● **Dataset excerpts**:
_ _ _ _ _ _ _
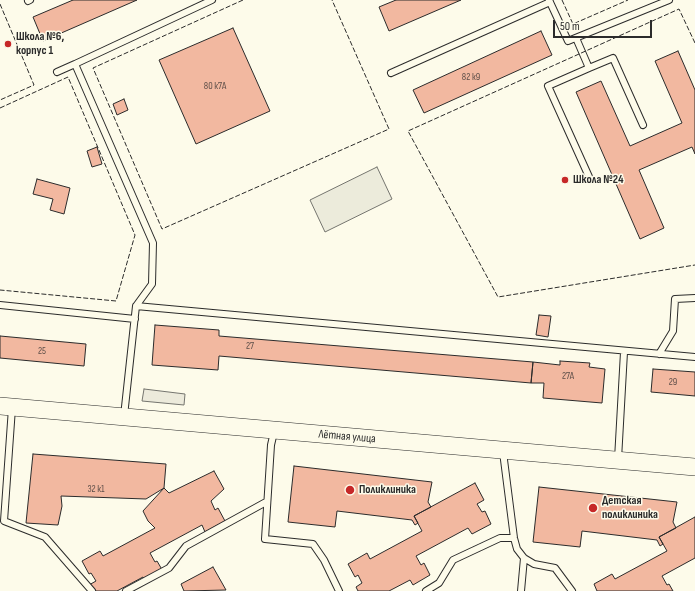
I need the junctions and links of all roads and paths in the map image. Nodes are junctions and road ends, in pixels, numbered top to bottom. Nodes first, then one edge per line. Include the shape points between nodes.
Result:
1 (212, 0) edge
2 (669, 0) edge
3 (550, 1) edge
4 (576, 38) junction
5 (75, 64) junction
6 (589, 68) junction
7 (57, 72) dead end
8 (391, 73) dead end
9 (643, 125) dead end
10 (590, 179) dead end
11 (695, 298) edge
12 (0, 305) edge
13 (136, 306) junction
14 (134, 319) junction
15 (624, 352) junction
16 (659, 354) junction
17 (695, 357) edge
18 (6, 406) edge
19 (124, 418) junction
20 (274, 431) junction
21 (503, 450) junction
22 (618, 460) junction
23 (695, 467) edge
24 (266, 502) junction
25 (3, 505) edge
26 (514, 538) junction
27 (524, 558) junction
28 (92, 591) edge
29 (126, 591) edge
30 (339, 591) edge
31 (426, 591) edge
32 (521, 591) edge
33 (572, 591) edge

1 - 5 lane
2 - 4 lane
3 - 4 lane via 568,41
3 - 8 lane
4 - 6 lane
5 - 7 lane
5 - 13 lane via 153,243 152,284
6 - 9 lane via 613,58
6 - 10 lane via 548,86
11 - 16 lane via 675,299 673,331
12 - 14 lane
13 - 14 lane
13 - 15 lane
14 - 19 lane
15 - 16 lane
15 - 22 lane
16 - 17 lane
18 - 19 street, Лётная улица
18 - 25 lane
19 - 20 street, Лётная улица
20 - 21 street, Лётная улица
20 - 24 lane
21 - 22 street, Лётная улица
21 - 26 lane
22 - 23 street, Лётная улица
24 - 29 lane via 186,546 169,568
24 - 30 lane via 265,539 313,544
25 - 28 lane via 4,521 45,537
26 - 27 lane via 517,549
26 - 31 lane via 500,538 453,560 439,583
27 - 32 lane
27 - 33 lane via 534,564 555,568

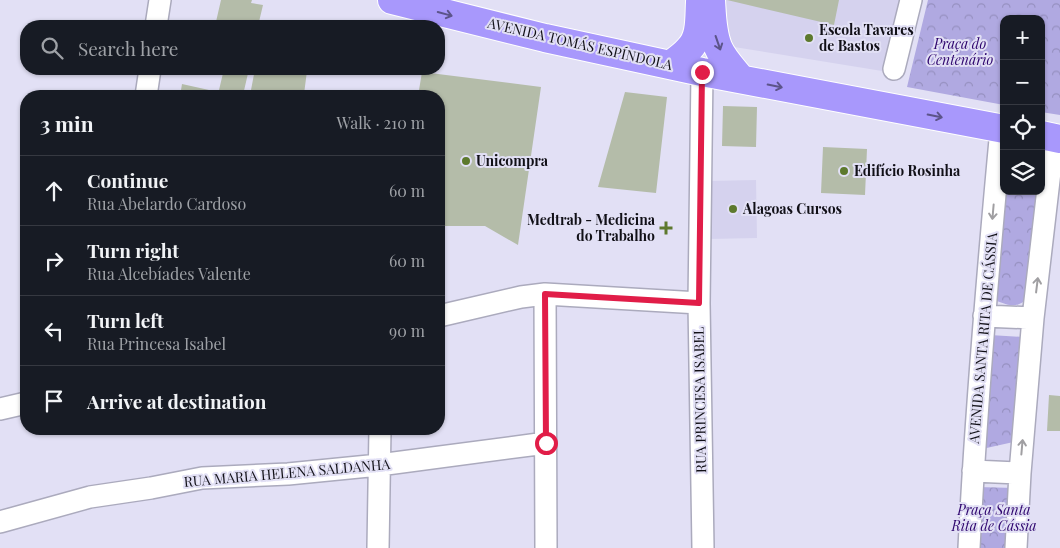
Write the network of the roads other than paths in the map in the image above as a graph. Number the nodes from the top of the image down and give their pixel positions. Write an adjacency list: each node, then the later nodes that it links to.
1 (160, 0): 6 (street)
2 (392, 0): 7 (highway, AVENIDA TOMÁS ESPÍNDOLA, one-way to 7)
3 (700, 0): 7 (highway)
4 (712, 0): 11 (highway, one-way to 11)
5 (911, 0): 8 (street)
6 (157, 20)
7 (670, 65): 9 (highway, AVENIDA TOMÁS ESPÍNDOLA)
8 (894, 69)
9 (702, 72): 11 (highway, AVENIDA TOMÁS ESPÍNDOLA); 17 (street, RUA PRINCESA ISABEL)
10 (149, 75): 12 (street)
11 (741, 79): 13 (highway, AVENIDA TOMÁS ESPÍNDOLA, one-way to 13)
12 (147, 90)
13 (1000, 129)
14 (1052, 137): 20 (street, one-way to 14)
15 (1000, 150): 19 (street, AVENIDA SANTA RITA DE CÁSSIA, one-way to 19)
16 (545, 294): 17 (street); 18 (street); 24 (street)
17 (699, 303): 31 (street, RUA PRINCESA ISABEL)
18 (445, 315)
19 (984, 316): 20 (street); 26 (street, AVENIDA SANTA RITA DE CÁSSIA)
20 (1033, 318): 27 (street, one-way to 20)
21 (20, 404): 22 (street)
22 (0, 408)
23 (380, 435): 25 (street)
24 (546, 443): 25 (street, RUA MARIA HELENA SALDANHA); 30 (street)
25 (379, 465): 28 (street, RUA MARIA HELENA SALDANHA); 29 (street)
26 (973, 471): 27 (street); 32 (street, AVENIDA SANTA RITA DE CÁSSIA)
27 (1020, 473): 33 (street)
28 (0, 522)
29 (378, 548)
30 (546, 548)
31 (703, 548)
32 (969, 548)
33 (1016, 548)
_ _ _ _ _ _ _
● **What you will do**:
When you reach a picture in the records above, pass over it and transcribe the rest exactly.

● **Answer for the task**:
I need the junctions and links of all roads and paths in the map image. Nodes are junctions and road ends, in pixels, numbered top to bottom. Nodes first, then one edge per line. Include the shape points between nodes.
Result:
1 (212, 0) edge
2 (669, 0) edge
3 (550, 1) edge
4 (576, 38) junction
5 (75, 64) junction
6 (589, 68) junction
7 (57, 72) dead end
8 (391, 73) dead end
9 (643, 125) dead end
10 (590, 179) dead end
11 (695, 298) edge
12 (0, 305) edge
13 (136, 306) junction
14 (134, 319) junction
15 (624, 352) junction
16 (659, 354) junction
17 (695, 357) edge
18 (6, 406) edge
19 (124, 418) junction
20 (274, 431) junction
21 (503, 450) junction
22 (618, 460) junction
23 (695, 467) edge
24 (266, 502) junction
25 (3, 505) edge
26 (514, 538) junction
27 (524, 558) junction
28 (92, 591) edge
29 (126, 591) edge
30 (339, 591) edge
31 (426, 591) edge
32 (521, 591) edge
33 (572, 591) edge

1 - 5 lane
2 - 4 lane
3 - 4 lane via 568,41
3 - 8 lane
4 - 6 lane
5 - 7 lane
5 - 13 lane via 153,243 152,284
6 - 9 lane via 613,58
6 - 10 lane via 548,86
11 - 16 lane via 675,299 673,331
12 - 14 lane
13 - 14 lane
13 - 15 lane
14 - 19 lane
15 - 16 lane
15 - 22 lane
16 - 17 lane
18 - 19 street, Лётная улица
18 - 25 lane
19 - 20 street, Лётная улица
20 - 21 street, Лётная улица
20 - 24 lane
21 - 22 street, Лётная улица
21 - 26 lane
22 - 23 street, Лётная улица
24 - 29 lane via 186,546 169,568
24 - 30 lane via 265,539 313,544
25 - 28 lane via 4,521 45,537
26 - 27 lane via 517,549
26 - 31 lane via 500,538 453,560 439,583
27 - 32 lane
27 - 33 lane via 534,564 555,568

Write the network of the roads other than paths in the map in the image above as a graph. Number the nodes from the top of the image down and give their pixel positions. Write an adjacency list: each node, then the later nodes that it links to.
1 (160, 0): 6 (street)
2 (392, 0): 7 (highway, AVENIDA TOMÁS ESPÍNDOLA, one-way to 7)
3 (700, 0): 7 (highway)
4 (712, 0): 11 (highway, one-way to 11)
5 (911, 0): 8 (street)
6 (157, 20)
7 (670, 65): 9 (highway, AVENIDA TOMÁS ESPÍNDOLA)
8 (894, 69)
9 (702, 72): 11 (highway, AVENIDA TOMÁS ESPÍNDOLA); 17 (street, RUA PRINCESA ISABEL)
10 (149, 75): 12 (street)
11 (741, 79): 13 (highway, AVENIDA TOMÁS ESPÍNDOLA, one-way to 13)
12 (147, 90)
13 (1000, 129)
14 (1052, 137): 20 (street, one-way to 14)
15 (1000, 150): 19 (street, AVENIDA SANTA RITA DE CÁSSIA, one-way to 19)
16 (545, 294): 17 (street); 18 (street); 24 (street)
17 (699, 303): 31 (street, RUA PRINCESA ISABEL)
18 (445, 315)
19 (984, 316): 20 (street); 26 (street, AVENIDA SANTA RITA DE CÁSSIA)
20 (1033, 318): 27 (street, one-way to 20)
21 (20, 404): 22 (street)
22 (0, 408)
23 (380, 435): 25 (street)
24 (546, 443): 25 (street, RUA MARIA HELENA SALDANHA); 30 (street)
25 (379, 465): 28 (street, RUA MARIA HELENA SALDANHA); 29 (street)
26 (973, 471): 27 (street); 32 (street, AVENIDA SANTA RITA DE CÁSSIA)
27 (1020, 473): 33 (street)
28 (0, 522)
29 (378, 548)
30 (546, 548)
31 (703, 548)
32 (969, 548)
33 (1016, 548)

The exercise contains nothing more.